Symptomatically, not in Asia. About 50 reactors are under construction there, and still ramping fast. We are voluntarily turning over all initiative to them. The two old worlds are waning fast.

"Chief of company behind toxic sludge spill in Hungary arrested"

"CNN) -- The head of the company at the center of a toxic spill in Hungary has been arrested, accused of public endangerment and harming the environment, authorities said Monday.

Earlier, executive Zoltan Bakonyi had been questioned by authorities.

Hungary's Prime Minister, Viktor Orban, told CNN affiliate MTV that he favored strong government intervention against Bakonyi's aluminum company, MAL Co.

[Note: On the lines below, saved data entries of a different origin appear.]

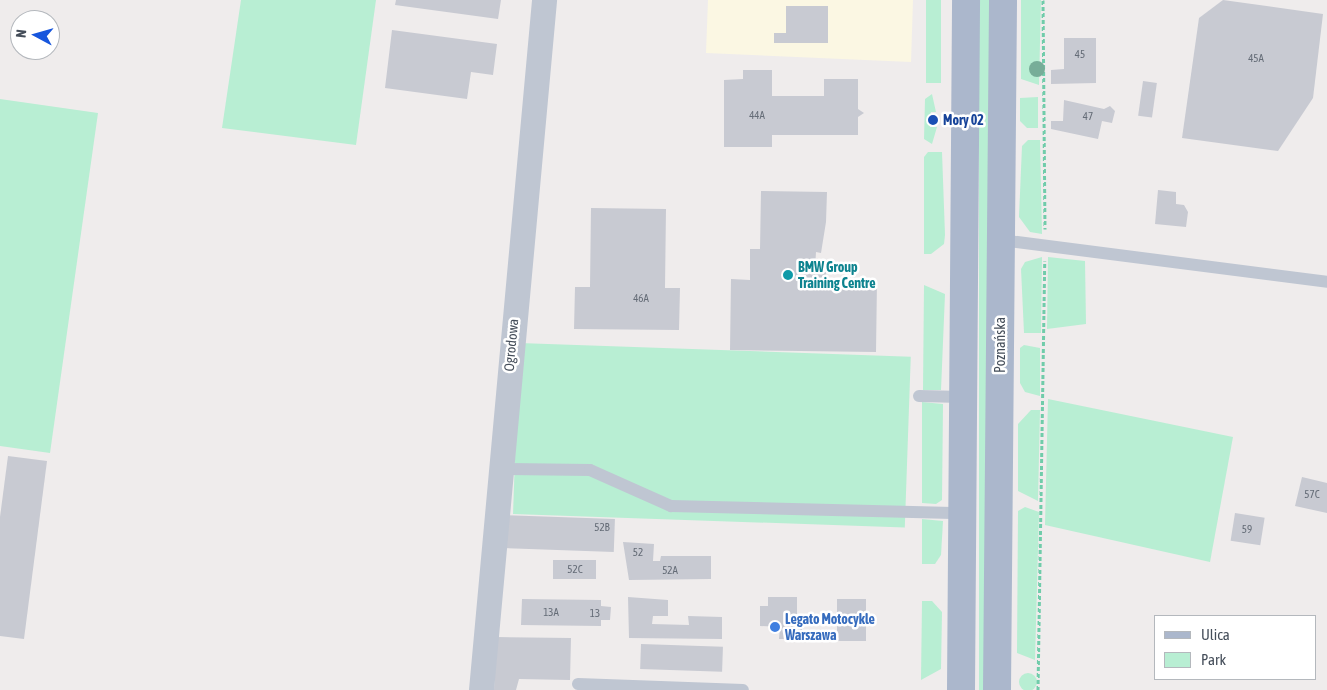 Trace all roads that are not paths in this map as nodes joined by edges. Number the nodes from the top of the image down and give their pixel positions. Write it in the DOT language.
graph roads {
  1 [pos="544,0"];
  2 [pos="966,0"];
  3 [pos="1003,0"];
  4 [pos="1001,240"];
  5 [pos="1327,282"];
  6 [pos="919,396"];
  7 [pos="964,397"];
  8 [pos="500,469"];
  9 [pos="963,513"];
  10 [pos="578,684"];
  11 [pos="481,690"];
  12 [pos="743,690"];
  13 [pos="961,690"];
  14 [pos="997,690"];
  1 -- 8 [label="street, Ogrodowa"];
  2 -- 7 [label="main road"];
  3 -- 4 [label="main road, Poznańska"];
  4 -- 5 [label="lane"];
  4 -- 14 [label="main road, Poznańska"];
  6 -- 7 [label="lane"];
  7 -- 9 [label="main road"];
  8 -- 9 [label="lane"];
  8 -- 11 [label="street, Ogrodowa"];
  9 -- 13 [label="main road"];
  10 -- 12 [label="lane"];
} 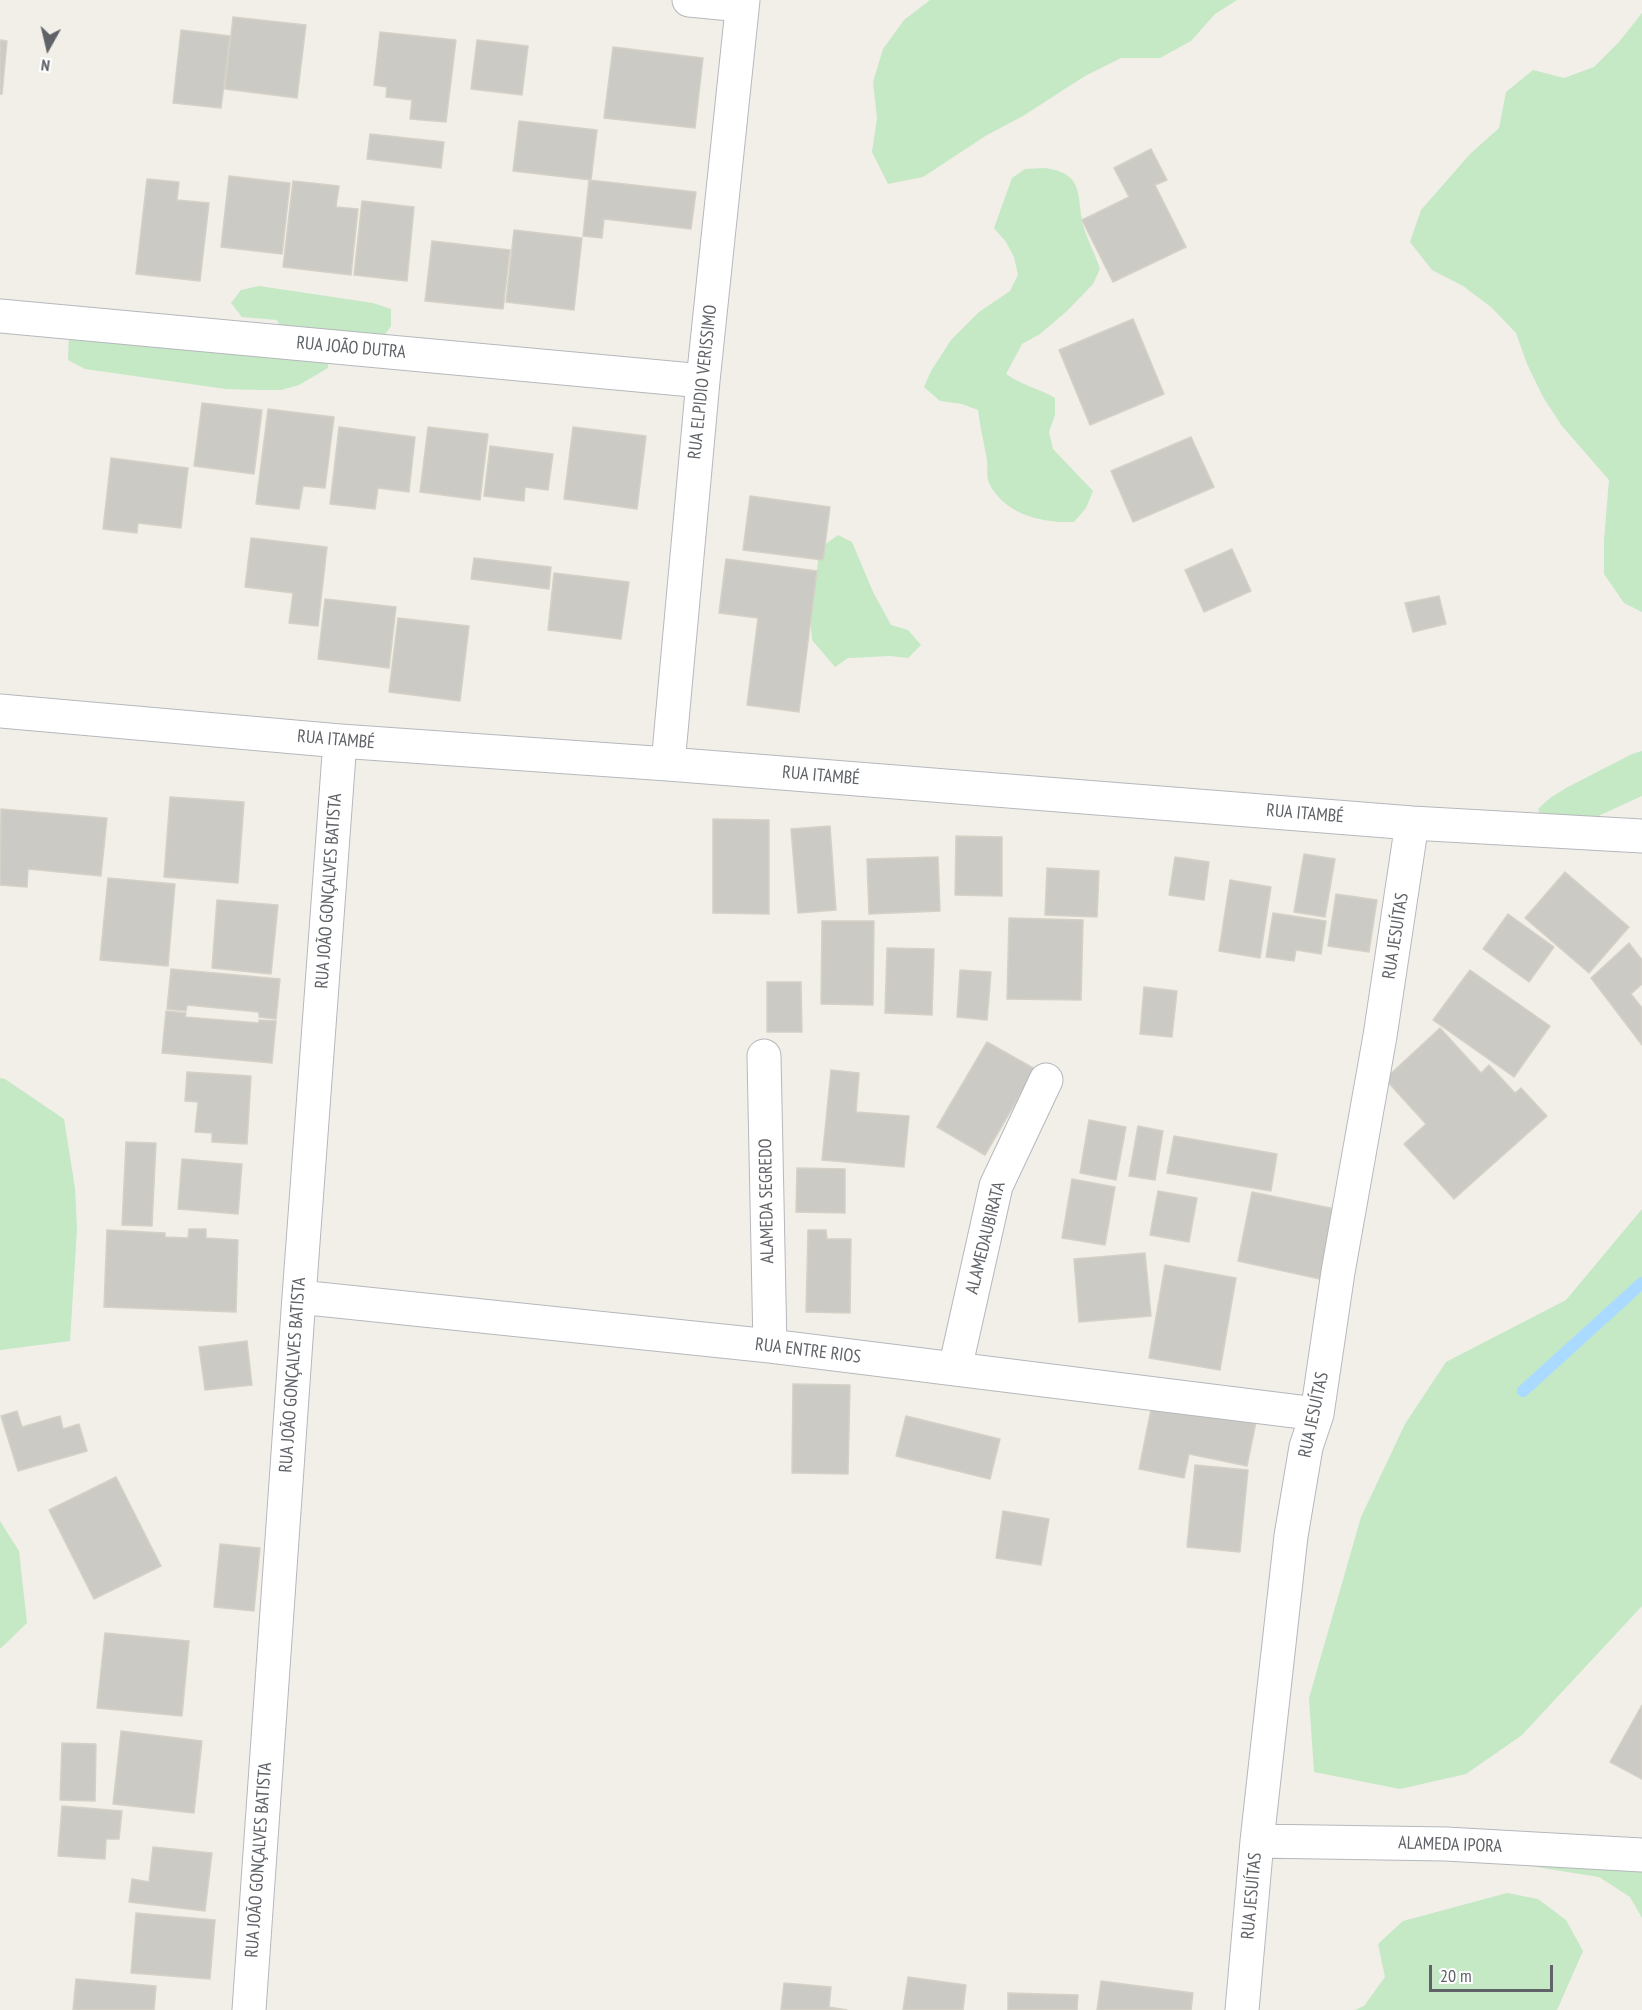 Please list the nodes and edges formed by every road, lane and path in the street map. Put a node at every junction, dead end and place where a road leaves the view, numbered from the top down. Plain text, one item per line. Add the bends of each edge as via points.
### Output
1 (689, 0) edge
2 (743, 2) edge
3 (0, 316) edge
4 (703, 381) junction
5 (0, 711) edge
6 (340, 741) junction
7 (668, 764) junction
8 (1412, 823) junction
9 (1642, 837) edge
10 (764, 1056) dead end
11 (1046, 1080) dead end
12 (298, 1297) junction
13 (770, 1346) junction
14 (955, 1369) junction
15 (1317, 1414) junction
16 (1257, 1841) junction
17 (1642, 1855) edge
18 (249, 2010) edge
19 (1242, 2010) edge

1 - 2 street
2 - 4 street, RUA ELPIDIO VERISSIMO
3 - 4 street, RUA JOÃO DUTRA
4 - 7 street, RUA ELPIDIO VERISSIMO
5 - 6 street, RUA ITAMBÉ
6 - 7 street, RUA ITAMBÉ
6 - 12 street, RUA JOÃO GONÇALVES BATISTA
7 - 8 street, RUA ITAMBÉ
8 - 9 street, RUA ITAMBÉ
8 - 15 street, RUA JESUÍTAS
10 - 13 street, ALAMEDA SEGREDO
11 - 14 street, ALAMEDAUBIRATA via 996,1186
12 - 13 street, RUA ENTRE RIOS
12 - 18 street, RUA JOÃO GONÇALVES BATISTA
13 - 14 street, RUA ENTRE RIOS
14 - 15 street, RUA ENTRE RIOS
15 - 16 street, RUA JESUÍTAS via 1306,1447 1291,1536
16 - 17 street, ALAMEDA IPORA via 1446,1844
16 - 19 street, RUA JESUÍTAS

"I proposed appointing a state commissioner to exercise control over the company who should manage the company and its assets until the tasks stemming from the disaster have been fulfilled," he said. "I ask the parliament to accept the proposal. The company should be put under state control and its assets under state closure." "

http://www.cnn.com/2010/WORLD/europe/10/11/hungary.toxic/index.html?hpt=T2

Perhaps we have something to learn from the Hungarians.

PetroChina Discovers Major Oil Reservoir in Xinjiang

"Tens of millions of metric tons".

That is an impressive discovery, until you realize that China consumes close to a million metric tons of oil per day.

So the new discovery really should read:

PetroChina has found commercial oil flows at wells in the Mobei oilfield in the oil-rich Xinjiang Autonomous region of Northwest China, and it expects to add new crude oil reserves of tens of millions metric tons enough for several weeks of consumption, parent China National Petroleum Corp. said in its in-house newsletter Monday.

Edit: Corrected time units. Chinese consumption is around 8 million barrels per day, which is about 1.1 million metric tons.